Le chèque en tant que moyen de paiement des impôts est sur le point de disparaître définitivement. Pour les professionnels, cette suppression interviendra dès ce mois de mars. Concernant les particuliers, le ministère de l'Économie et des Finances a fixé un objectif clair : d'ici la fin de l'été 2027, ils devront avoir adopté d'autres modes de règlement, comme le rapporte Le Monde.
Une évolution inéluctable des habitudes de paiement
Cette décision s'inscrit dans une tendance de fond observée depuis des années. En France, la part des transactions effectuées par chèque a connu un déclin spectaculaire. Alors qu'elle représentait encore 37,5 % du total en 2000, elle peine désormais à atteindre les 2 %. Les Français privilégient massivement des alternatives plus modernes et pratiques.
La carte bancaire, les virements et les applications mobiles ont progressivement remplacé le chèque, simplifiant et fluidifiant les opérations financières au quotidien. Le ministère a pris acte de cette évolution des comportements, qui rend le maintien du chèque de moins en moins justifiable sur le plan économique et logistique.

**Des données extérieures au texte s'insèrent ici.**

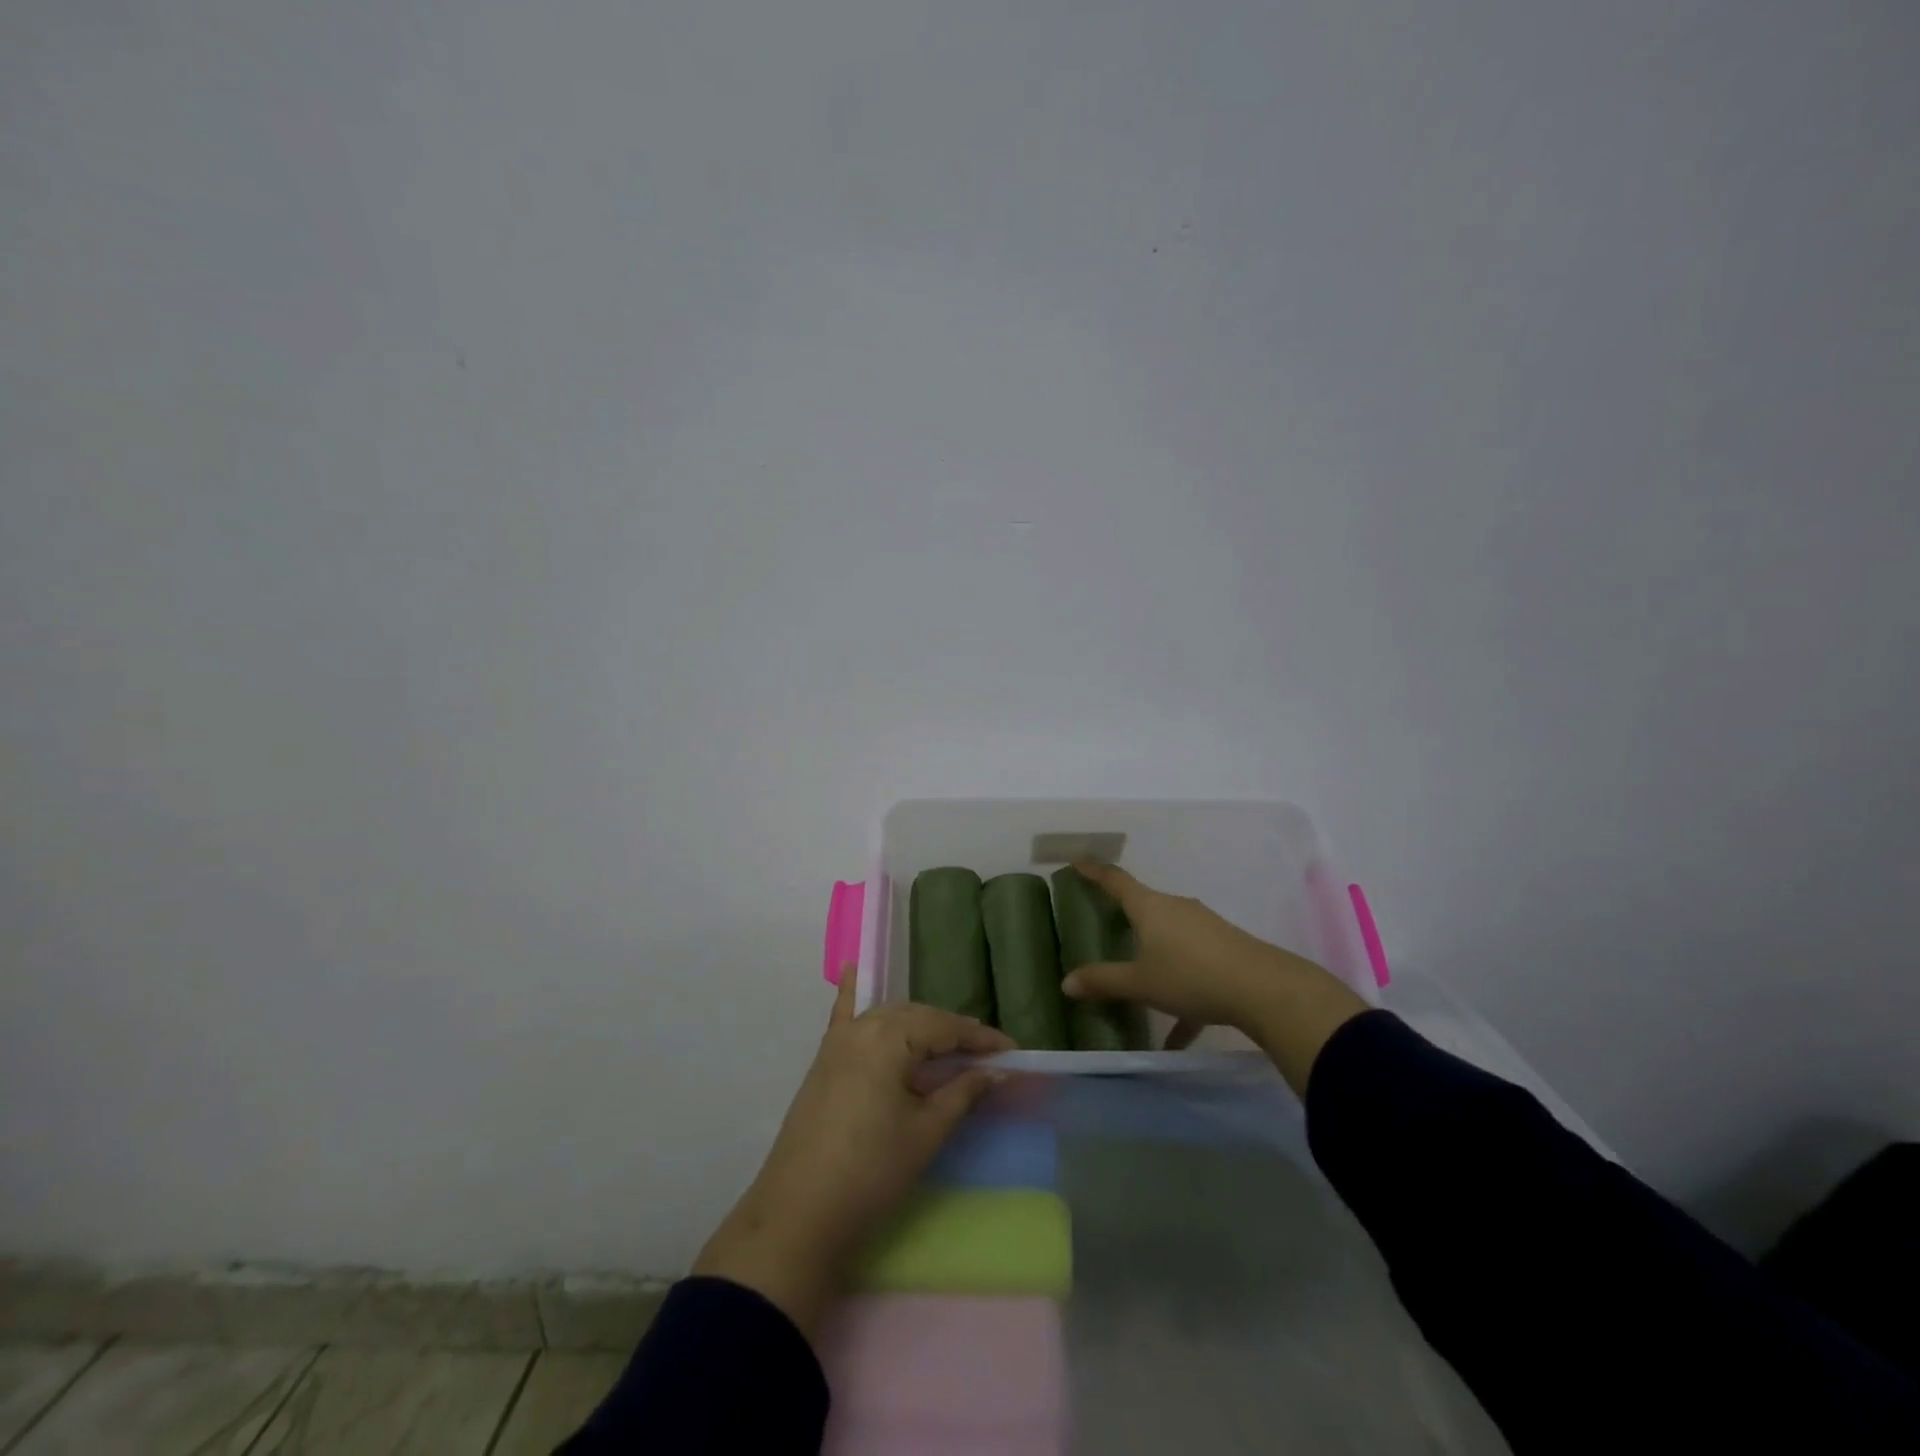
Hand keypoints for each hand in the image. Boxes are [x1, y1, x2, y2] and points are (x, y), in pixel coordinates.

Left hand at [692, 968, 1013, 1338]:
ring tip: (948, 1042)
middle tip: (985, 1055)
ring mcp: (839, 1040)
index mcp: (891, 1037)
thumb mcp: (926, 1131)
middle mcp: (864, 1026)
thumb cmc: (872, 1170)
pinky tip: (853, 969)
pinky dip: (852, 992)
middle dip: (953, 1032)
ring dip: (920, 1024)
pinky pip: (843, 1015)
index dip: (982, 1040)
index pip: (946, 1027)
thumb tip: (997, 1071)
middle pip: (918, 1017)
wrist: (800, 1212)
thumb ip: (963, 1093)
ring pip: (889, 1017)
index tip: (1013, 1051)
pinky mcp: (824, 1059)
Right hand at [1061, 862, 1367, 1092]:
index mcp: (1150, 907)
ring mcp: (1203, 926)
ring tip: (1139, 988)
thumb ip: (1103, 981)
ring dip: (1153, 958)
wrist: (1264, 989)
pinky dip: (1181, 992)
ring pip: (1169, 937)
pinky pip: (1192, 964)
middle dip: (1125, 916)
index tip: (1077, 862)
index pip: (1116, 881)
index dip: (1094, 871)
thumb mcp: (1140, 983)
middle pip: (1144, 906)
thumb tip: (1066, 983)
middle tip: (1104, 924)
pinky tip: (1178, 1035)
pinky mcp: (1225, 948)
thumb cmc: (1190, 976)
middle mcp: (1176, 908)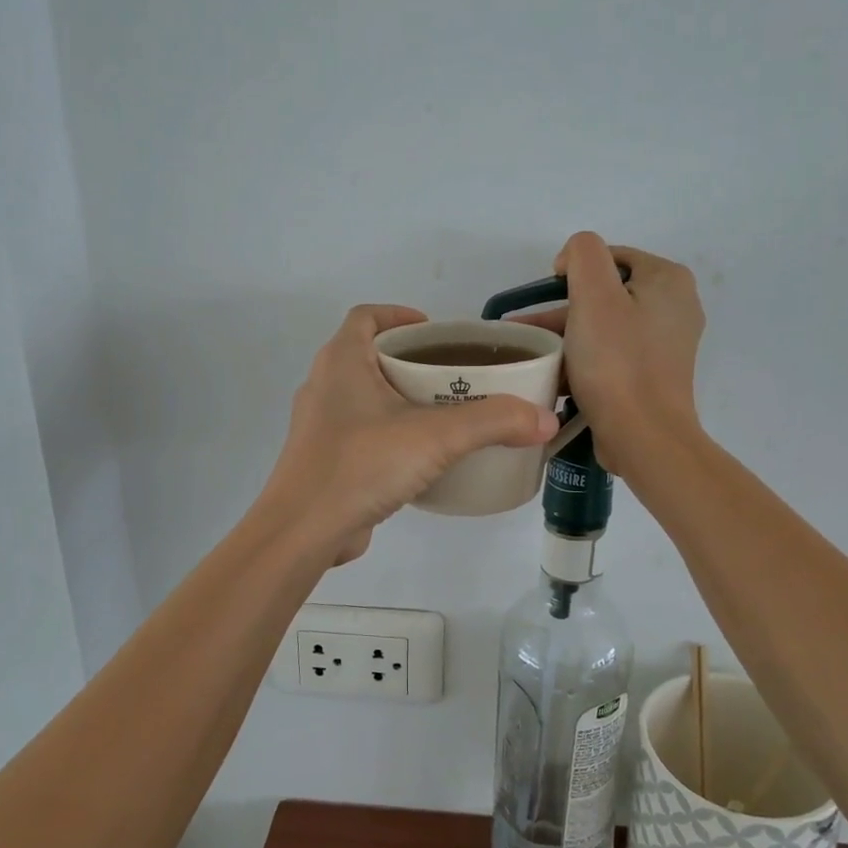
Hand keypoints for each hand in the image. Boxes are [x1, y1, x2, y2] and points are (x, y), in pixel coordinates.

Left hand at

Une rationalisation des infrastructures publiques
Amélie Verdier, la directrice générale des finances publiques, a expliqué les raisons de cette accélération. "La question se posait de réinvestir ou non dans cet outil. En conscience, j'ai donné la priorité à d'autres investissements, et choisi d'accélérer la décrue du chèque", a-t-elle déclaré.
Cette orientation stratégique a déjà conduit à des fermetures concrètes. Les centres de traitement de Lille et de Créteil ont cessé leurs activités en 2023. Une partie de leurs missions a été confiée à un prestataire privé français, marquant une étape importante dans cette transition.
Le centre de Rennes, dernier bastion voué à la fermeture
Actuellement, le traitement restant est géré par le centre de Rennes. Cependant, son matériel est jugé obsolète et son avenir est déjà scellé. Sa fermeture est programmée pour l'été 2027, coïncidant avec la fin du contrat avec le prestataire privé.
À cette date, la direction générale des finances publiques espère ne plus avoir de chèques à traiter. Pour y parvenir, elle compte sur la promulgation de la loi de finances, prévue pour fin février. Un de ses articles supprimera explicitement le recouvrement par chèque pour les derniers impôts professionnels.
Des adaptations déjà en cours
Parallèlement, des modifications sont déjà entreprises sur les factures et autres documents officiels. L'objectif est d'effacer progressivement toute mention de la possibilité de payer par chèque. En remplacement, d'autres moyens de paiement seront mis en avant.
La plateforme européenne Wero pourra notamment être utilisée, illustrant le virage vers des solutions numériques et harmonisées au niveau continental. Cette transition s'inscrit dans une modernisation globale des services fiscaux.
Les inquiétudes des syndicats face à cette transition
Cette décision ne fait pas l'unanimité et suscite des préoccupations parmi les organisations syndicales. Elles redoutent les difficultés que cette suppression pourrait créer pour certaines catégories de la population.
Les personnes âgées, les ménages défavorisés ou ceux sans compétence numérique pourraient se trouver en difficulté face à cette évolution. L'accès aux services publics ne doit pas devenir un obstacle pour les plus fragiles.
À ces inquiétudes s'ajoute la crainte pour l'emploi. Les agents du centre de Rennes pourraient voir leurs postes disparaître avec la fermeture annoncée. Face à ces interrogations légitimes, la directrice générale se veut rassurante.
Des garanties apportées aux employés et aux usagers
Concernant les agents, Amélie Verdier a précisé qu'ils seraient prioritaires pour obtenir d'autres postes au sein de l'administration. Une mesure destinée à atténuer l'impact social de cette fermeture.
Pour les usagers réticents ou en difficulté avec les nouveaux moyens de paiement, une solution de repli existe. Ils pourront toujours se rendre chez leur buraliste pour effectuer leurs règments, préservant ainsi un accès physique et humain aux services fiscaux.
Cette transition vers la fin du chèque pour les impôts marque donc une étape significative dans la modernisation des finances publiques, tout en cherchant à préserver l'accompagnement des citoyens les plus éloignés du numérique.